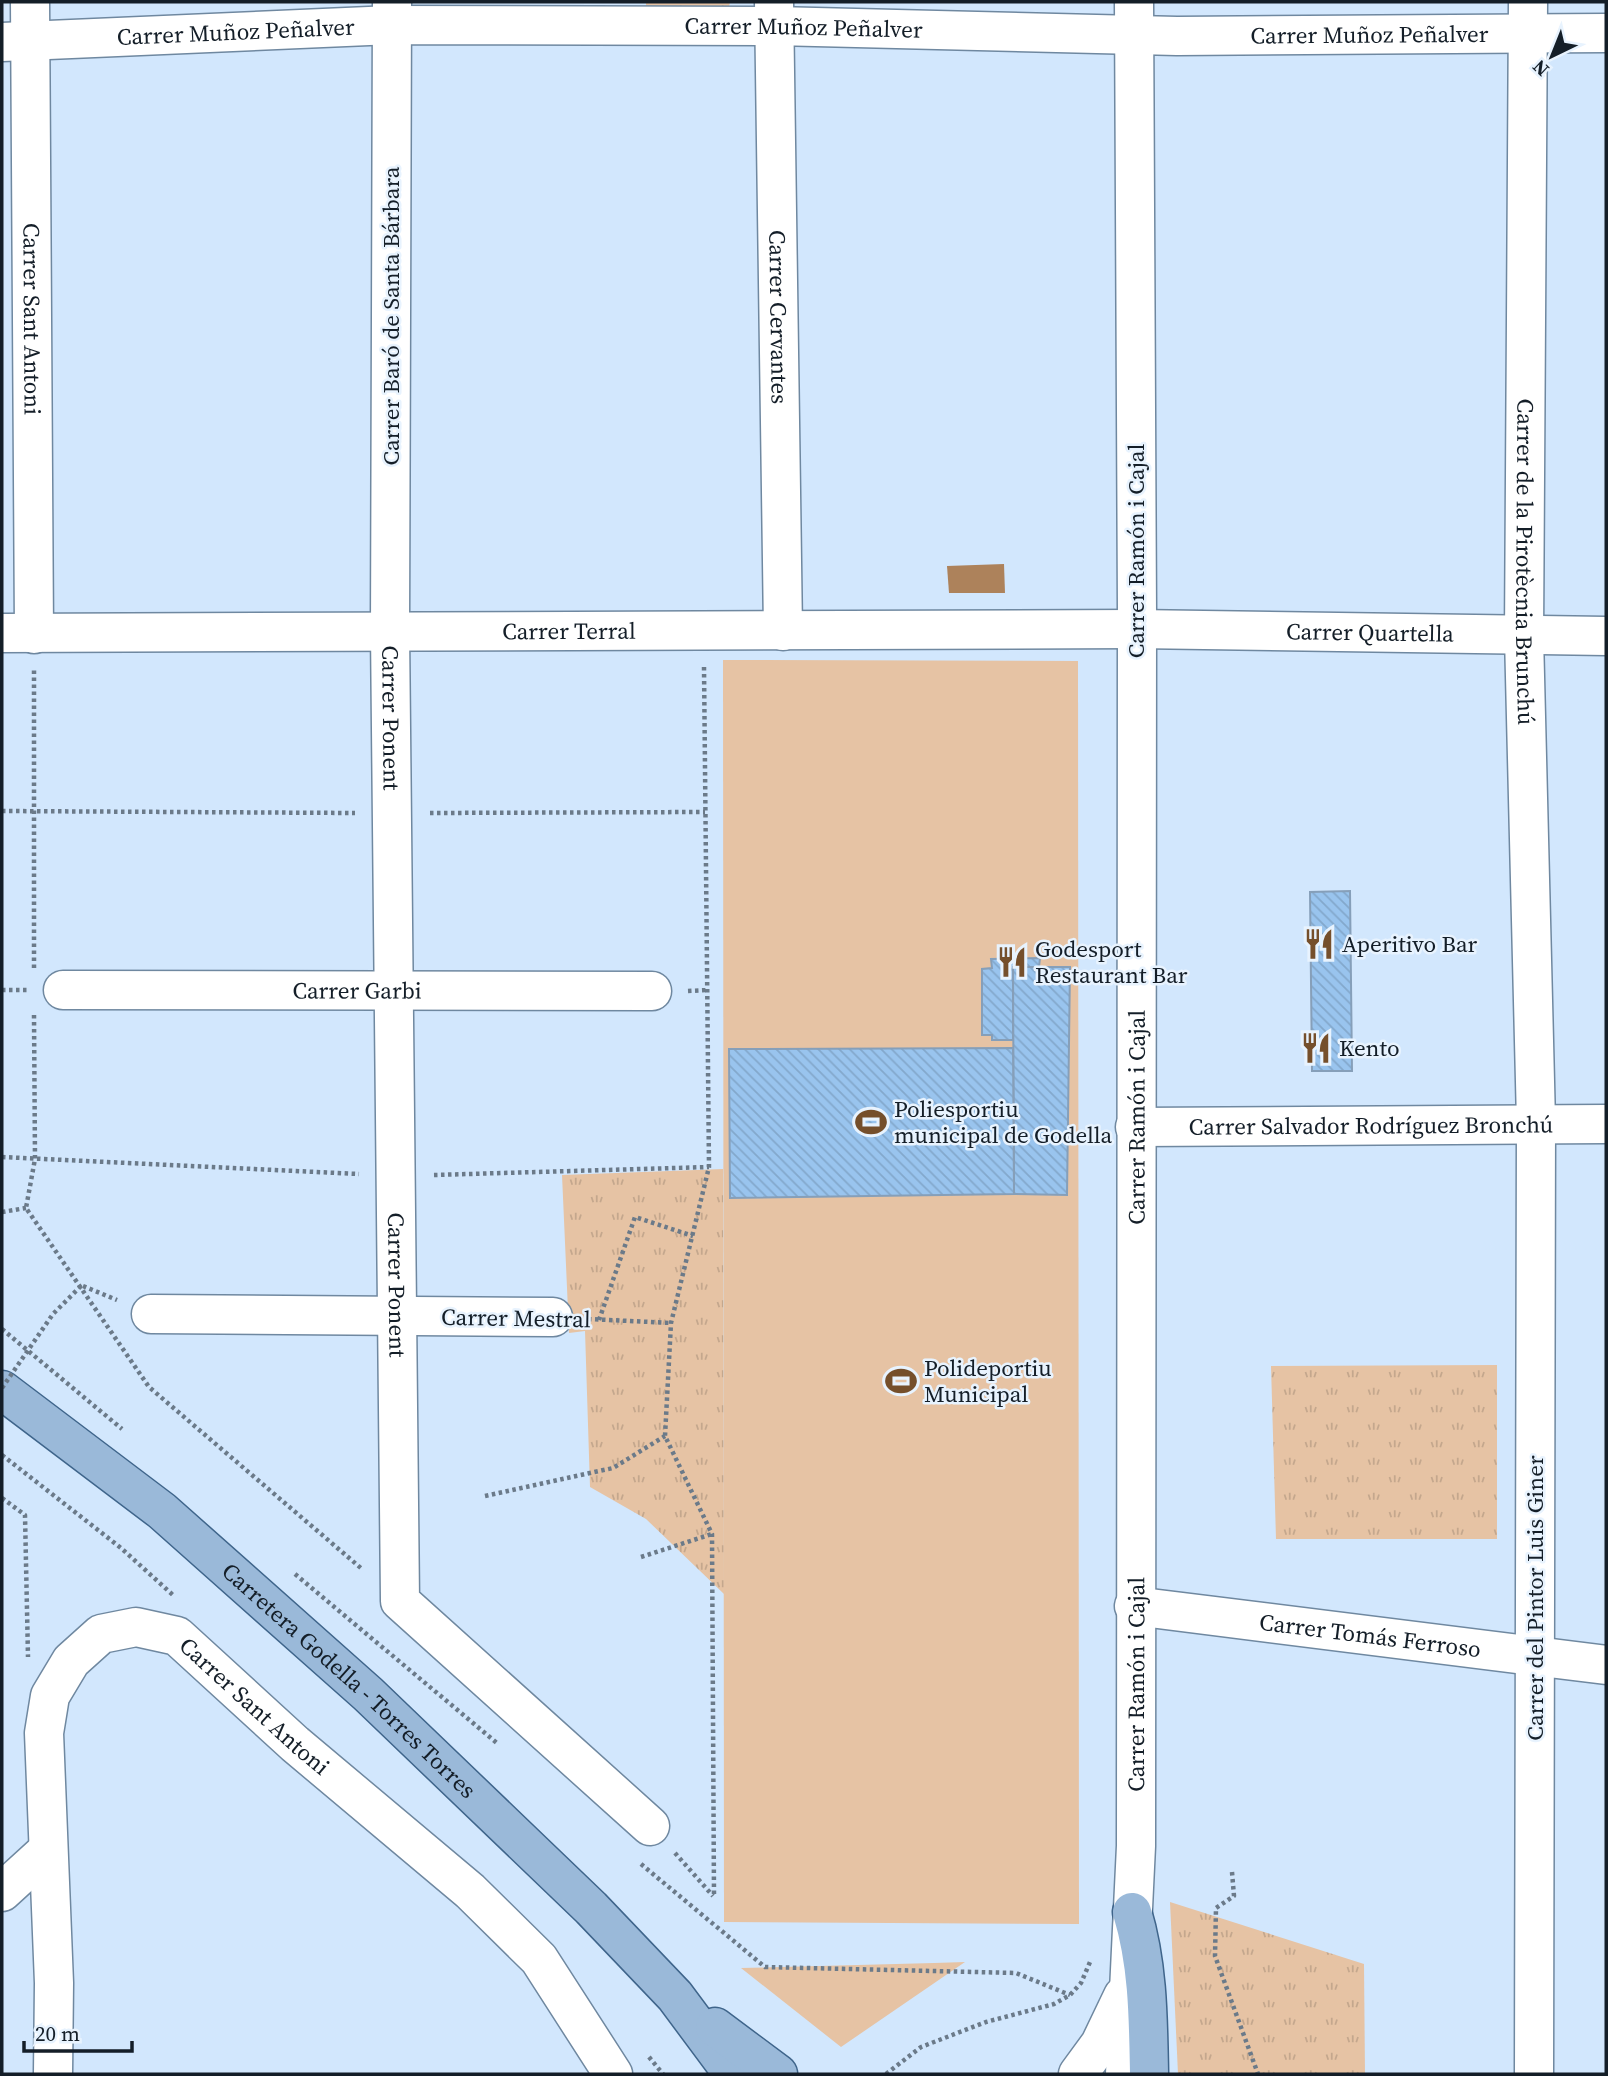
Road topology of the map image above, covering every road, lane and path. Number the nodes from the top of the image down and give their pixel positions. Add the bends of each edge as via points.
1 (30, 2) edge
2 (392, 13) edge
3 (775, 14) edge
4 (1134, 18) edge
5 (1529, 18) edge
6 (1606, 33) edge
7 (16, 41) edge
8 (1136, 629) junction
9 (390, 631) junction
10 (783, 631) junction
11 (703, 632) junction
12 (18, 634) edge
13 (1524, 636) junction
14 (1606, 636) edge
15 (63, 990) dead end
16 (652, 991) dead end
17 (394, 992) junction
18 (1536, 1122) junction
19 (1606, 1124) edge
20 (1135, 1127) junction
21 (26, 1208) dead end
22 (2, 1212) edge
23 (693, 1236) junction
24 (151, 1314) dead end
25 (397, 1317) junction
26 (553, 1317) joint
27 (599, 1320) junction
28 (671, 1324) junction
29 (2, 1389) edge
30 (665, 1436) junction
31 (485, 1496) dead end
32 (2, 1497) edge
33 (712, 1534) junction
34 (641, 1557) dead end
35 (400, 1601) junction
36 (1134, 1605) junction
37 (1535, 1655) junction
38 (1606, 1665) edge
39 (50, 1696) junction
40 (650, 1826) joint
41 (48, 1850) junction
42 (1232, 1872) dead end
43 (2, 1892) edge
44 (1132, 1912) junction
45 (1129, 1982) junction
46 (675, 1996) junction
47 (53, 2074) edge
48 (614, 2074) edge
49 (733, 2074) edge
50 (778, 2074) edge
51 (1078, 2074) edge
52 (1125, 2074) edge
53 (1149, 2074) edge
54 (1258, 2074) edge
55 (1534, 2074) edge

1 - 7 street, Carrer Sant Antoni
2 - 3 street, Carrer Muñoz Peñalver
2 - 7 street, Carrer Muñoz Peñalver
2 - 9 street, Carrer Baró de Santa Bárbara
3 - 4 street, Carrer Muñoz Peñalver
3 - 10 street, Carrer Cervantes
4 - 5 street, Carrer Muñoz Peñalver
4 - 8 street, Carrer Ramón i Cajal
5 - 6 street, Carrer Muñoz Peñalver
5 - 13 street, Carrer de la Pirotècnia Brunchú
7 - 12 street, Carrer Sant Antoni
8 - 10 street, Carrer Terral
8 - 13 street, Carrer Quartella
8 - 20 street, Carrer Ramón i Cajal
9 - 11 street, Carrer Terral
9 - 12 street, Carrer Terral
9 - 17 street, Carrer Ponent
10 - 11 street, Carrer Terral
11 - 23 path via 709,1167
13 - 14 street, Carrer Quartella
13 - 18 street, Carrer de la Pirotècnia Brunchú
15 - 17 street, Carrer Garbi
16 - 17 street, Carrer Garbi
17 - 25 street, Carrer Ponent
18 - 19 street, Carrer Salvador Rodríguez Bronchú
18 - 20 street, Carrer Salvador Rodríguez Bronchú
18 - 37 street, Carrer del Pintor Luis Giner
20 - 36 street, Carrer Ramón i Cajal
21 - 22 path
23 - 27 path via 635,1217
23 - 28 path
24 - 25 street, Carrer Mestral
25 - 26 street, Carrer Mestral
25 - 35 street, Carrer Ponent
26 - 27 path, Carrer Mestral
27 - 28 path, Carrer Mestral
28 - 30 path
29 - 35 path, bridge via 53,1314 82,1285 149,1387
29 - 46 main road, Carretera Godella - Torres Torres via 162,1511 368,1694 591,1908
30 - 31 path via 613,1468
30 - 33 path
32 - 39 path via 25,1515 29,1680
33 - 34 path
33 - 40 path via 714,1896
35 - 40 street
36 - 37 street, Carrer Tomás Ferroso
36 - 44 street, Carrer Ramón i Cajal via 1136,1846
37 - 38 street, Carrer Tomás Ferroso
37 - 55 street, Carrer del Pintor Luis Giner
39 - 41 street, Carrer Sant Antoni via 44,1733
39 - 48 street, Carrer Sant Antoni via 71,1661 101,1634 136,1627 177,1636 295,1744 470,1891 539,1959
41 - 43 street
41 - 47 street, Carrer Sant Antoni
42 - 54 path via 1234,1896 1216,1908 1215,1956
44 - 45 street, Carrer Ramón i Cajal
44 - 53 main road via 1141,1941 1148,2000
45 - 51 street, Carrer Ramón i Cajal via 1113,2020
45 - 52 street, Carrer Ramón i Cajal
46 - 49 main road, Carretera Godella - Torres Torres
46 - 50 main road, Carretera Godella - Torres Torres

WHAT IS EXPECTED - In this exercise, set down all of the data exactly, without the pictures.

EXERCISE RESPONSE -
Road topology of the map image above, covering every road, lane and path. Number the nodes from the top of the image down and give their pixel positions. Add the bends of each edge as via points.
1 (30, 2) edge
2 (392, 13) edge
3 (775, 14) edge
4 (1134, 18) edge
5 (1529, 18) edge
6 (1606, 33) edge
7 (16, 41) edge
8 (1136, 629) junction
9 (390, 631) junction
10 (783, 631) junction
11 (703, 632) junction
12 (18, 634) edge
13 (1524, 636) junction
14 (1606, 636) edge
15 (63, 990) dead end
16 (652, 991) dead end
17 (394, 992) junction
18 (1536, 1122) junction
19 (1606, 1124) edge
20 (1135, 1127) junction
21 (26, 1208) dead end
22 (2, 1212) edge
23 (693, 1236) junction
24 (151, 1314) dead end
25 (397, 1317) junction
26 (553, 1317) joint
27 (599, 1320) junction
28 (671, 1324) junction
29 (2, 1389) edge
30 (665, 1436) junction
31 (485, 1496) dead end
32 (2, 1497) edge
33 (712, 1534) junction
34 (641, 1557) dead end
35 (400, 1601) junction
36 (1134, 1605) junction
37 (1535, 1655) junction
38 (1606, 1665) edge
39 (50, 1696) junction
40 (650, 1826) joint
41 (48, 1850) junction
42 (1232, 1872) dead end
43 (2, 1892) edge
44 (1132, 1912) junction
45 (1129, 1982) junction
46 (675, 1996) junction
47 (53, 2074) edge
48 (614, 2074) edge
49 (733, 2074) edge
50 (778, 2074) edge
51 (1078, 2074) edge
52 (1125, 2074) edge
53 (1149, 2074) edge
54 (1258, 2074) edge
55 (1534, 2074) edge

1 - 7 street, Carrer Sant Antoni
2 - 3 street, Carrer Muñoz Peñalver
2 - 7 street, Carrer Muñoz Peñalver
2 - 9 street, Carrer Baró de Santa Bárbara
3 - 4 street, Carrer Muñoz Peñalver
3 - 10 street, Carrer Cervantes
4 - 5 street, Carrer Muñoz Peñalver
4 - 8 street, Carrer Ramón i Cajal
5 - 6 street, Carrer Muñoz Peñalver
5 - 13 street, Carrer de la Pirotècnia Brunchú
7 - 12 street, Carrer Sant Antoni
8 - 10 street, Carrer Terral
8 - 13 street, Carrer Quartella
8 - 20 street, Carrer Ramón i Cajal
9 - 11 street, Carrer Terral
9 - 12 street, Carrer Terral
9 - 17 street, Carrer Ponent
10 - 11 street, Carrer Terral
11 - 23 path via 709,1167
13 - 14 street, Carrer Quartella
13 - 18 street, Carrer de la Pirotècnia Brunchú
15 - 17 street, Carrer Garbi
16 - 17 street, Carrer Garbi
17 - 25 street, Carrer Ponent
18 - 19 street, Carrer Salvador Rodríguez Bronchú
18 - 20 street, Carrer Salvador Rodríguez Bronchú
18 - 37 street, Carrer del Pintor Luis Giner
20 - 36 street, Carrer Ramón i Cajal
21 - 22 path
23 - 27 path via 635,1217
23 - 28 path
24 - 25 street, Carrer Mestral
25 - 26 street, Carrer Mestral
25 - 35 street, Carrer Ponent
26 - 27 path, Carrer Mestral
27 - 28 path, Carrer Mestral
28 - 30 path
29 - 35 path, bridge via 53,1314 82,1285 149,1387
29 - 46 main road, Carretera Godella - Torres Torres via 162,1511 368,1694 591,1908
30 - 31 path via 613,1468
30 - 33 path
32 - 39 path via 25,1515 29,1680
33 - 34 path
33 - 40 path via 714,1896
35 - 40 street
36 - 37 street, Carrer Tomás Ferroso
36 - 44 street, Carrer Ramón i Cajal via 1136,1846
37 - 38 street, Carrer Tomás Ferroso
37 - 55 street, Carrer del Pintor Luis Giner
39 - 41 street, Carrer Sant Antoni via 44,1733
39 - 48 street, Carrer Sant Antoni via 71,1661 101,1634 136,1627 177,1636 295,1744 470,1891 539,1959
41 - 43 street
41 - 47 street, Carrer Sant Antoni
42 - 54 path via 1234,1896 1216,1908 1215,1956
44 - 45 street, Carrer Ramón i Cajal
44 - 53 main road via 1141,1941 1148,2000
45 - 51 street, Carrer Ramón i Cajal via 1113,2020
45 - 52 street, Carrer Ramón i Cajal
46 - 49 main road, Carretera Godella - Torres Torres
46 - 50 main road, Carretera Godella - Torres Torres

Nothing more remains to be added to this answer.